NVIDIA announced in its speech AI summit that it would collaborate with Mozilla Common Voice for its new speech AI. Both NVIDIA and Mozilla Common Voice aim to speed up the growth of automatic speech recognition models.
Mozilla Common Voice is an open-source platform with multi-language datasets of voices that users can use to train any speech-enabled application. It has datasets for 34 languages, including Hindi, English, Bengali, Marathi, Tamil, and more.
NVIDIA realized that standard voice assistants such as Amazon Alexa and Google have very few of the world’s spoken languages. To solve this problem, NVIDIA and Mozilla Common Voice decided to improve linguistic inclusion in speech AI.
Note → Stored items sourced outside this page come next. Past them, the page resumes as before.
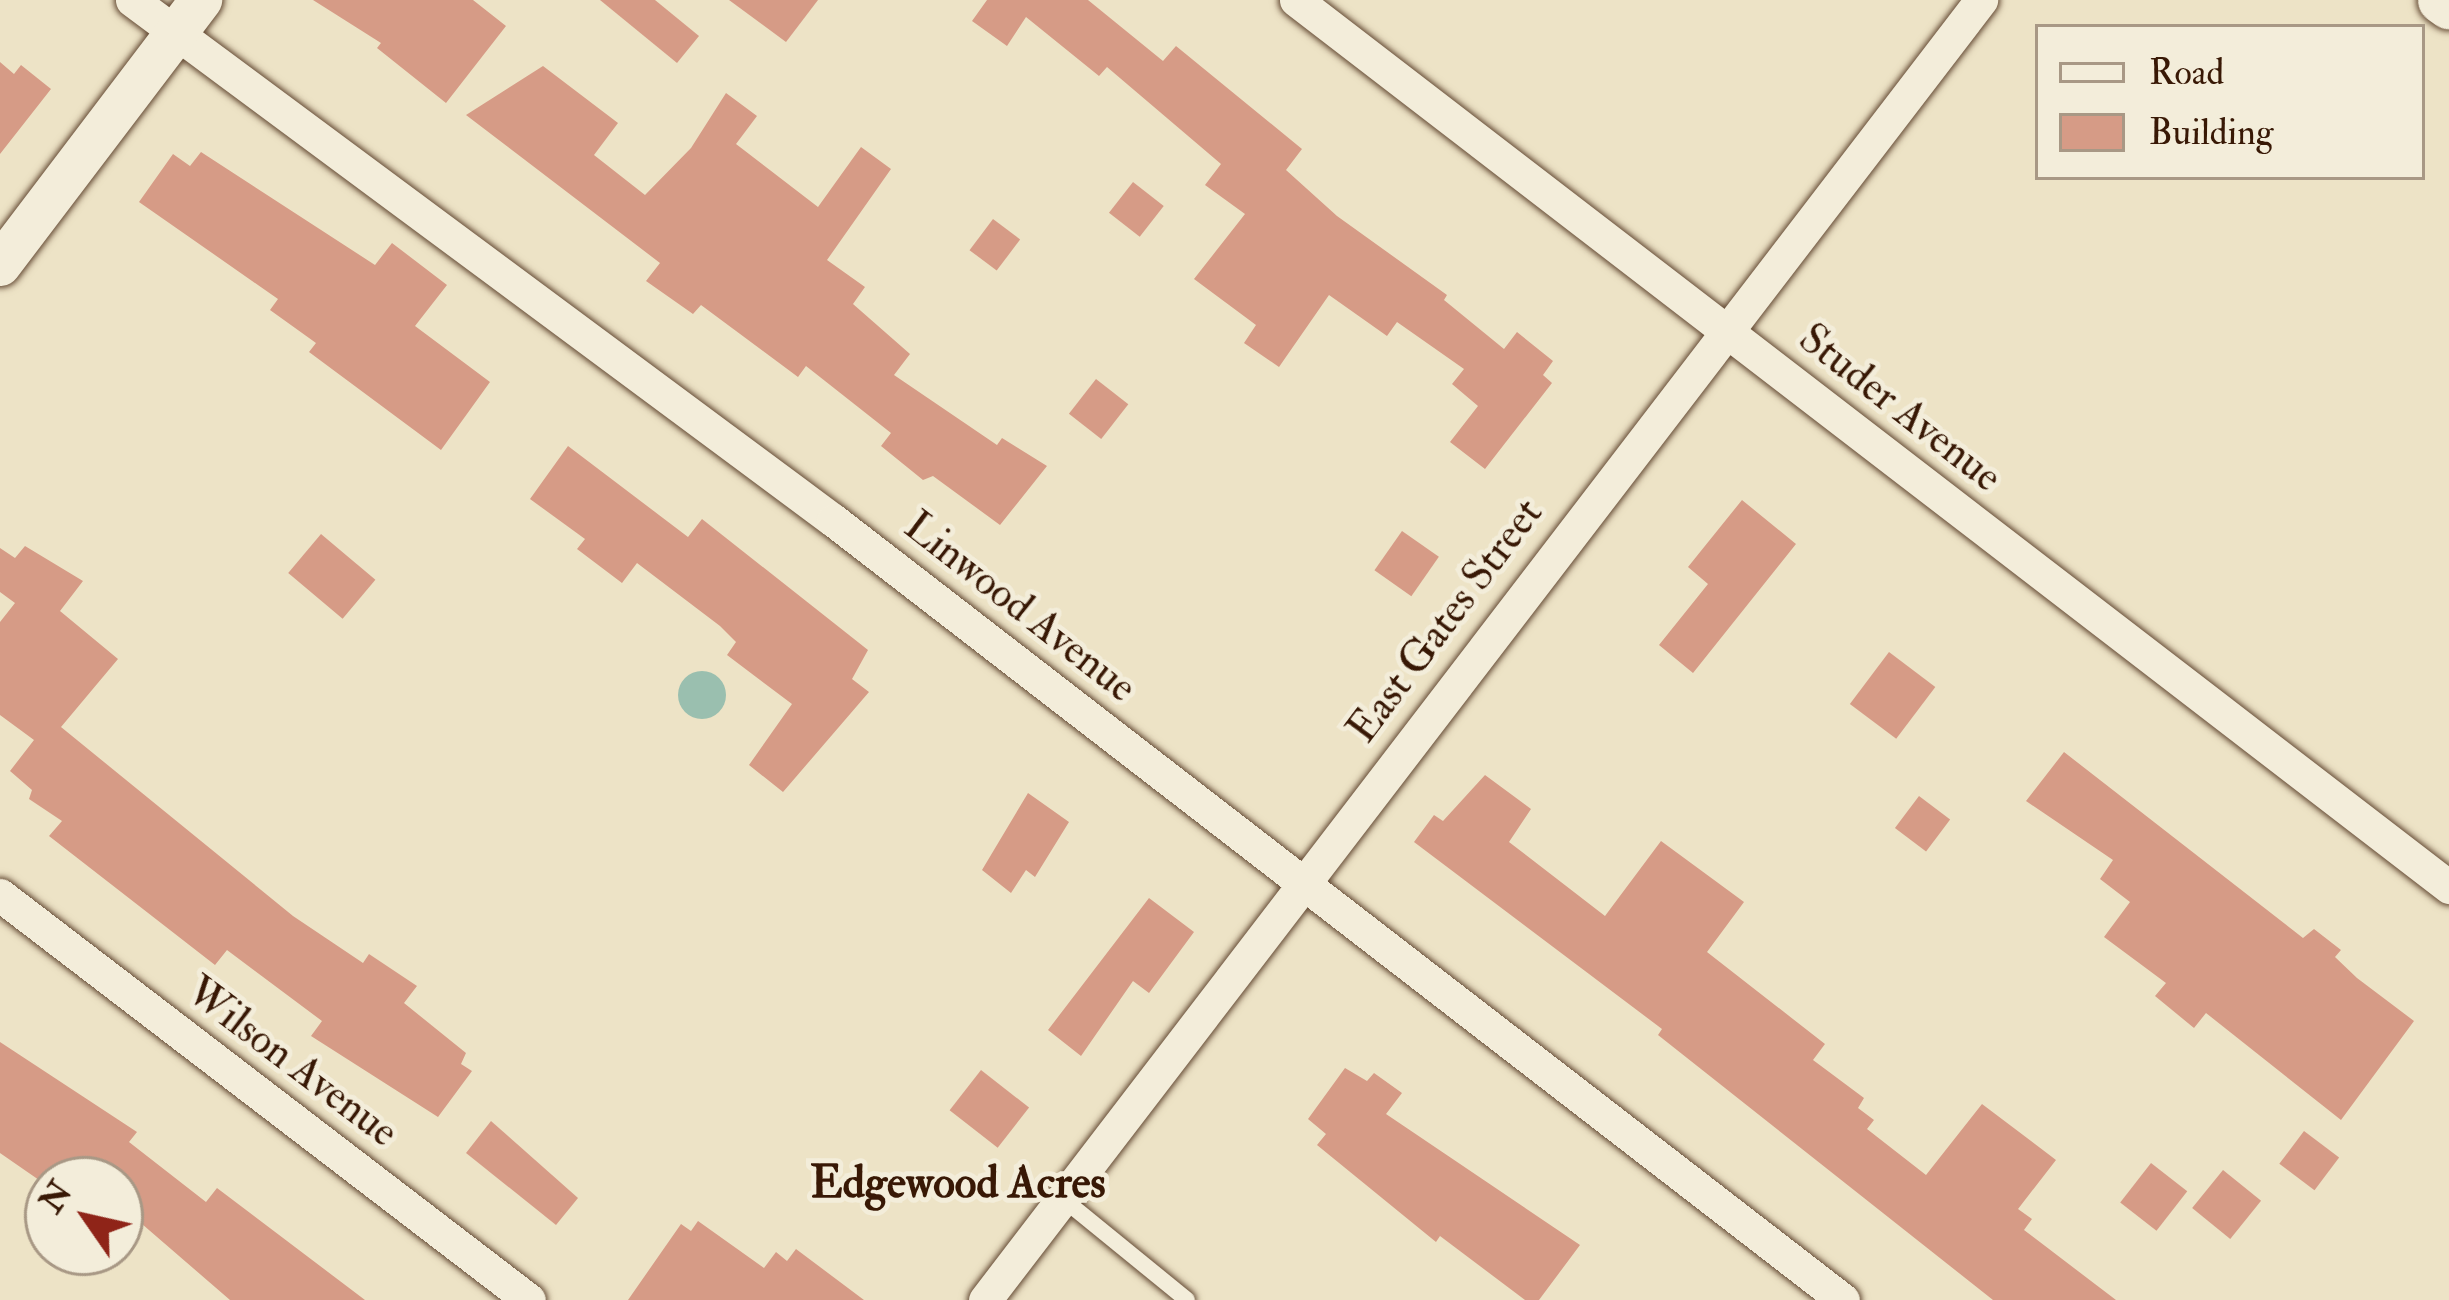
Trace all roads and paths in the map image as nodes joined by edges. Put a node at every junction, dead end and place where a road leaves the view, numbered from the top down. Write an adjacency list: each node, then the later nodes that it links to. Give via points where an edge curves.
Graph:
1 (132, 0): 4 (street, Linwood Avenue)
2 (1296, 0): 6 (street, Studer Avenue)
3 (1981, 0): 6 (street, East Gates Street)
4 (189, 16): 5 (street); 7 (street, Linwood Avenue)
5 (0, 265)
6 (1726, 329): 7 (street, East Gates Street); 8 (street, Studer Avenue)
7 (1303, 883): 10 (street, East Gates Street); 14 (street, Linwood Avenue)
8 (2449, 887)
9 (0, 895): 11 (street, Wilson Avenue)
10 (1062, 1198): 12 (street, East Gates Street); 13 (lane)
11 (529, 1300)
12 (985, 1300)
13 (1187, 1300)
14 (1844, 1300)

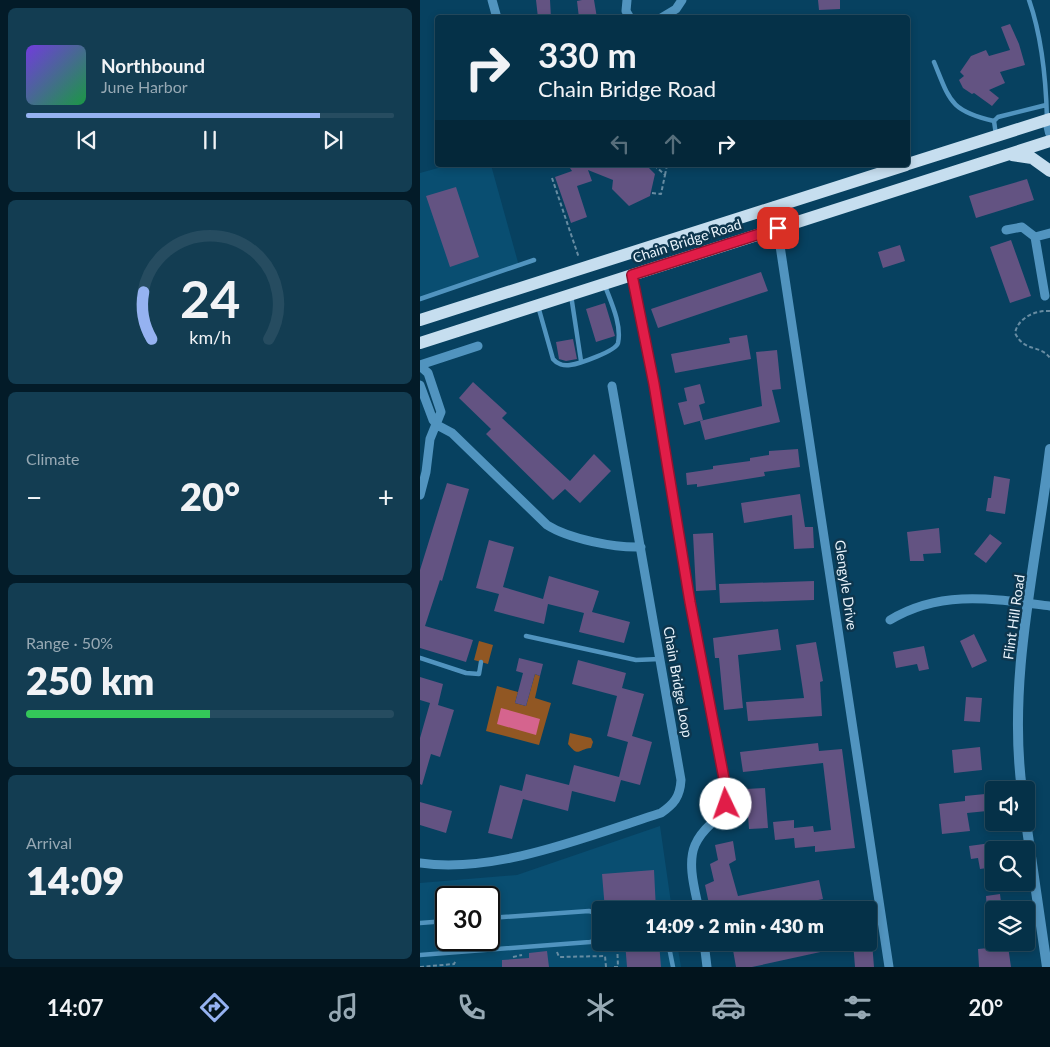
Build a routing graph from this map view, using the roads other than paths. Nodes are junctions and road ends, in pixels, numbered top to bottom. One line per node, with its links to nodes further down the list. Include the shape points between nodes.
1 (492, 0): 5 (street)
2 (627, 0): 6 (street)
3 (682, 0): 7 (street)
4 (1029, 0): 9 (lane, via 1041,51)
5 (496, 15)
6 (628, 15)
7 (666, 15)
8 (934, 62): 11 (lane, via 950,101 965,114)
9 (1046, 105): 10 (lane); 11 (lane)
10 (1048, 119): 12 (street); 13 (main road, Chain Bridge Road)
11 (994, 120): 13 (lane)
12 (1050, 133)
13 (996, 136): 16 (main road, Chain Bridge Road)
14 (1050, 141): 15 (main road, Chain Bridge Road)
15 (1007, 155): 18 (main road, via 1032,158); 20 (main road, Chain Bridge Road)
16 (910, 164)
17 (901, 167): 19 (main road, Chain Bridge Road)
18 (1050, 171)
19 (774, 206): 20 (street, Glengyle Drive); 31 (main road, Chain Bridge Road)
20 (778, 228): 25 (main road, Chain Bridge Road); 63 (street, Glengyle Drive)
21 (1006, 230): 23 (street, via 1022,227)
22 (1050, 233): 23 (street)
23 (1035, 236): 28 (street)
24 (534, 260): 29 (lane)
25 (632, 275): 26 (main road, Chain Bridge Road); 52 (street, via 726,789 726,804 720,816 701,835 692,856)
26 (605, 284): 27 (main road, Chain Bridge Road); 34 (lane, via 617,325 618,342 604,355)
27 (571, 294): 30 (main road, Chain Bridge Road); 34 (lane)
28 (1045, 296)
29 (420, 299)
30 (538, 305): 32 (main road, Chain Bridge Road); 34 (lane, via 553,359 570,366)
31 (420, 320)
32 (420, 342)
33 (478, 346): 35 (street)
34 (581, 361)
35 (420, 365): 38 (street, via 428,373 441,412)
36 (420, 385): 38 (street)
37 (612, 386): 41 (street, Chain Bridge Loop)
38 (437, 425): 40 (street, via 430,439); 41 (street, via 452,433 556,531 625,548)
39 (1050, 449): 42 (street, Flint Hill Road)
40 (420, 495)
41 (641, 547): 47 (street, Chain Bridge Loop)
42 (1029, 604): 43 (street); 44 (street, via 991,598 946,599 914,607); 49 (street, Flint Hill Road, via 1018,705)
43 (1050, 606)
44 (890, 620)
45 (526, 636): 47 (lane, via 636,660)
46 (420, 658): 48 (lane, via 478,674)
47 (660, 659): 51 (street, Chain Bridge Loop, via 682,780 680,793 670,808 537,852 491,861)
48 (481, 662)
49 (1021, 781)
50 (1027, 831): 64 (street)
51 (420, 863)
52 (697, 901)
53 (500, 917): 56 (lane, via 589,911 598,917 599,936 590,942)
54 (435, 922): 55 (lane)
55 (420, 923)
56 (500, 949)
57 (472, 951): 60 (lane)
58 (670, 951): 61 (lane)
59 (705, 951): 62 (street)
60 (420, 955)
61 (673, 967)
62 (707, 967)
63 (890, 967)
64 (1047, 967)

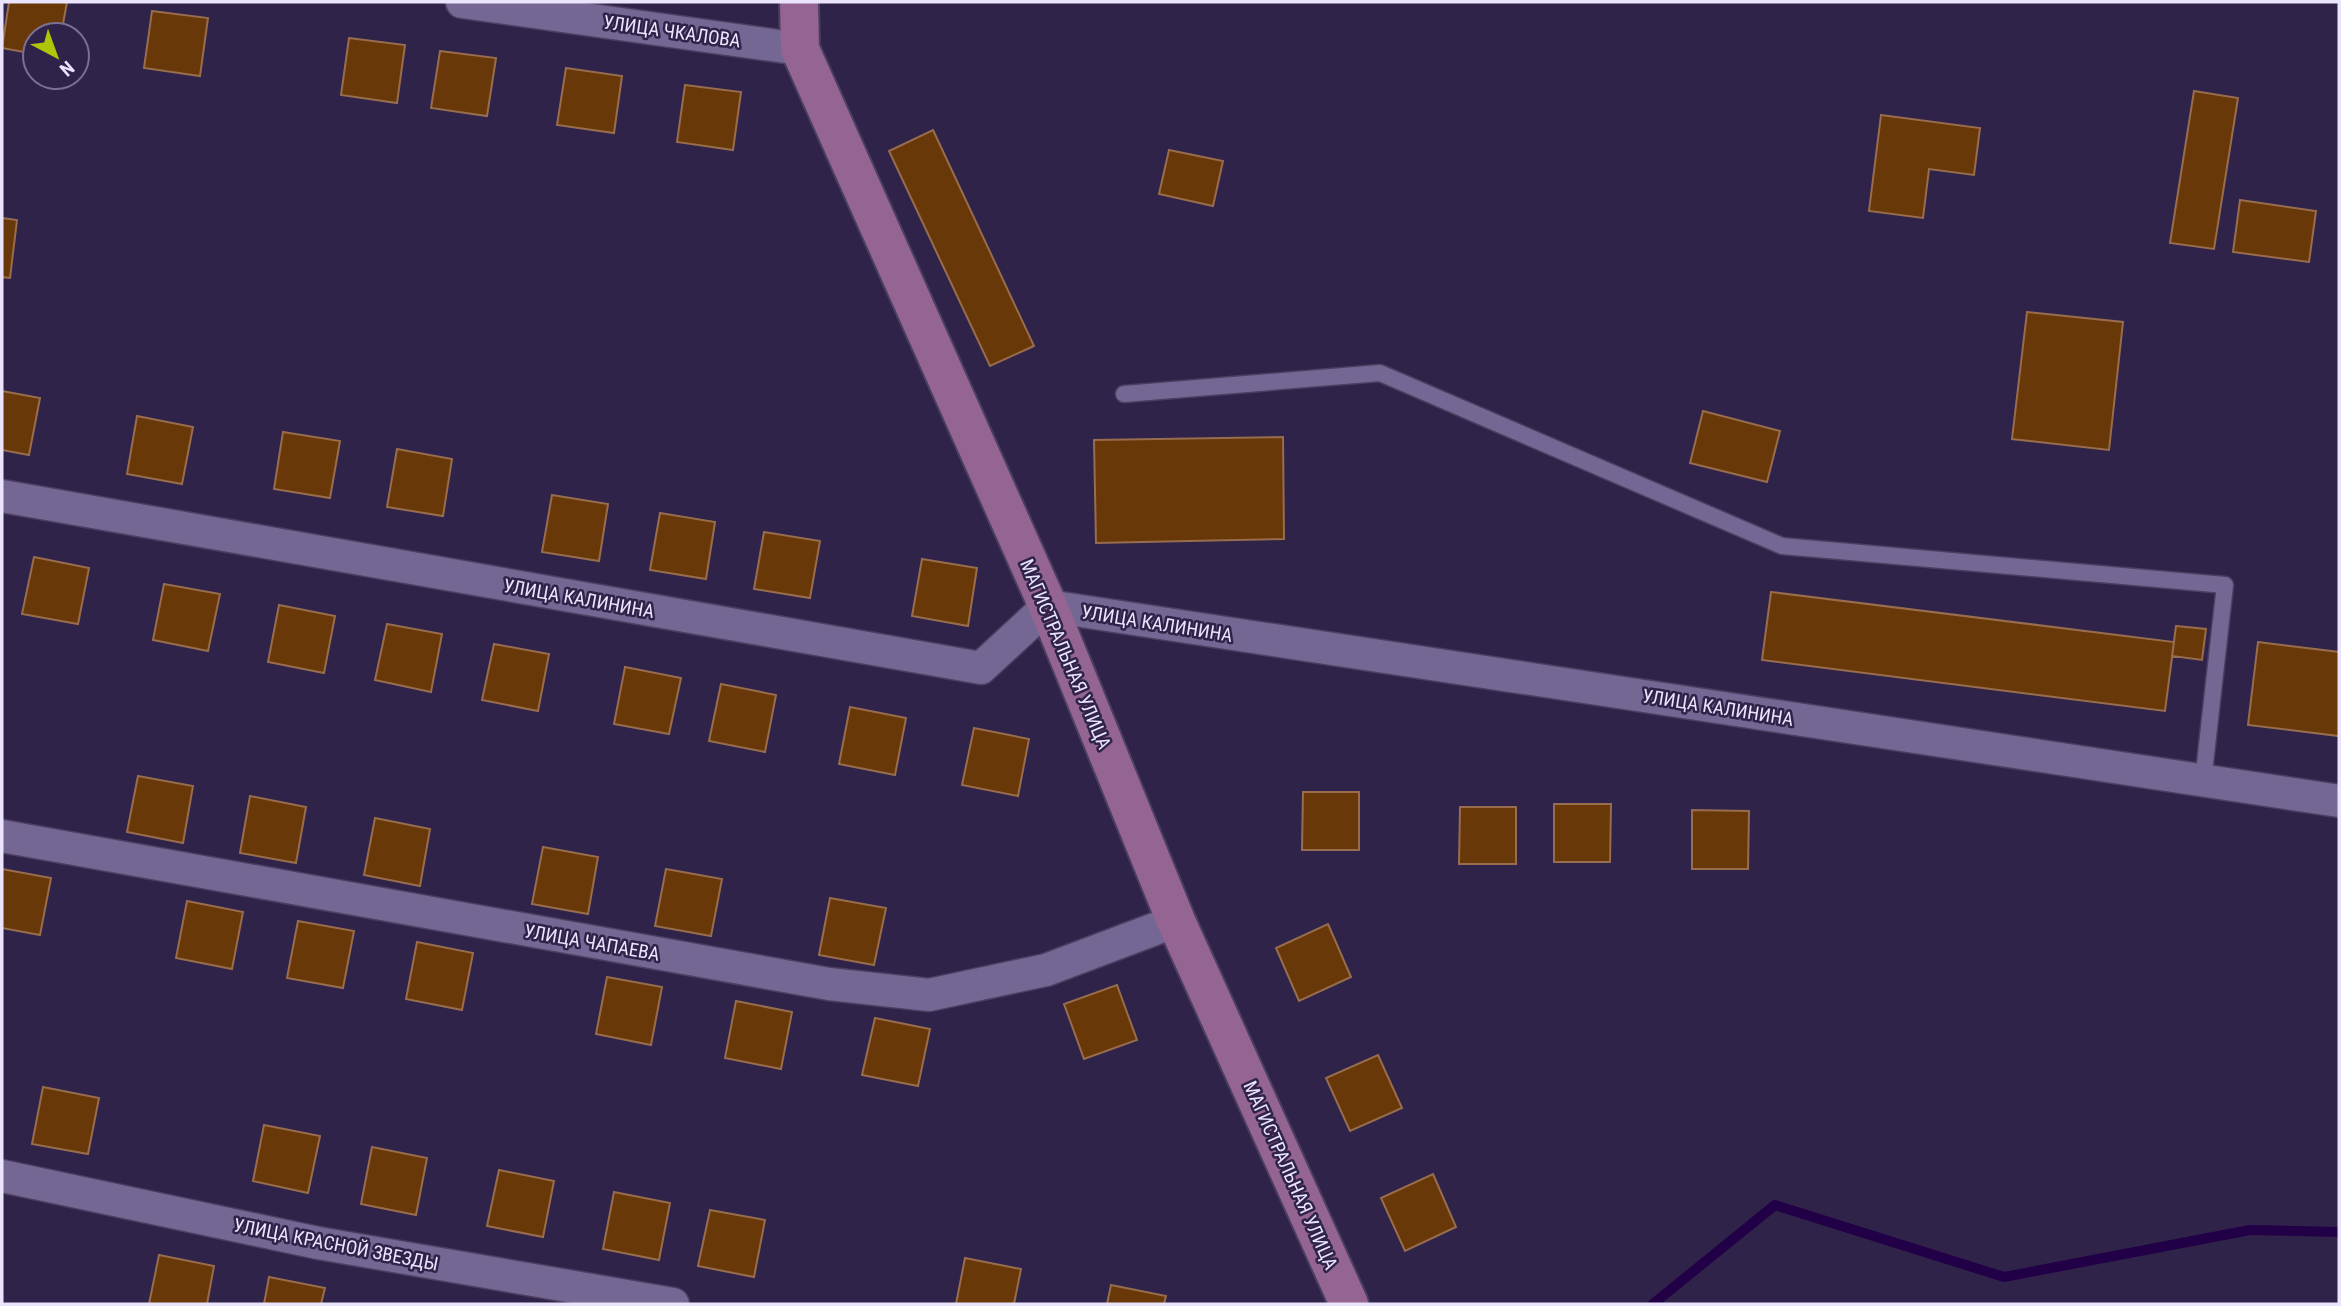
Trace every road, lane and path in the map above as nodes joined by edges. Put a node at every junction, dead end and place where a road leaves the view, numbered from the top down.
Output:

In the same speech AI summit, Caroline de Brito Gottlieb, product manager at NVIDIA, said that Demographic diversity is the key to capturing language diversity. She also stated that many factors, like underserved dialects, pidgins, and accents, can impact speech variation. With the NVIDIA-Mozilla Common Voice partnership, NVIDIA can create a dataset ecosystem to build speech datasets and models for any language.
NVIDIA has been developing speech AI for many use cases, like artificial speech translation, automatic speech recognition, and text-to-speech. NVIDIA’s Riva is a GPU-accelerated speech AI SDK used to build and deploy fully customizable real-time AI pipelines.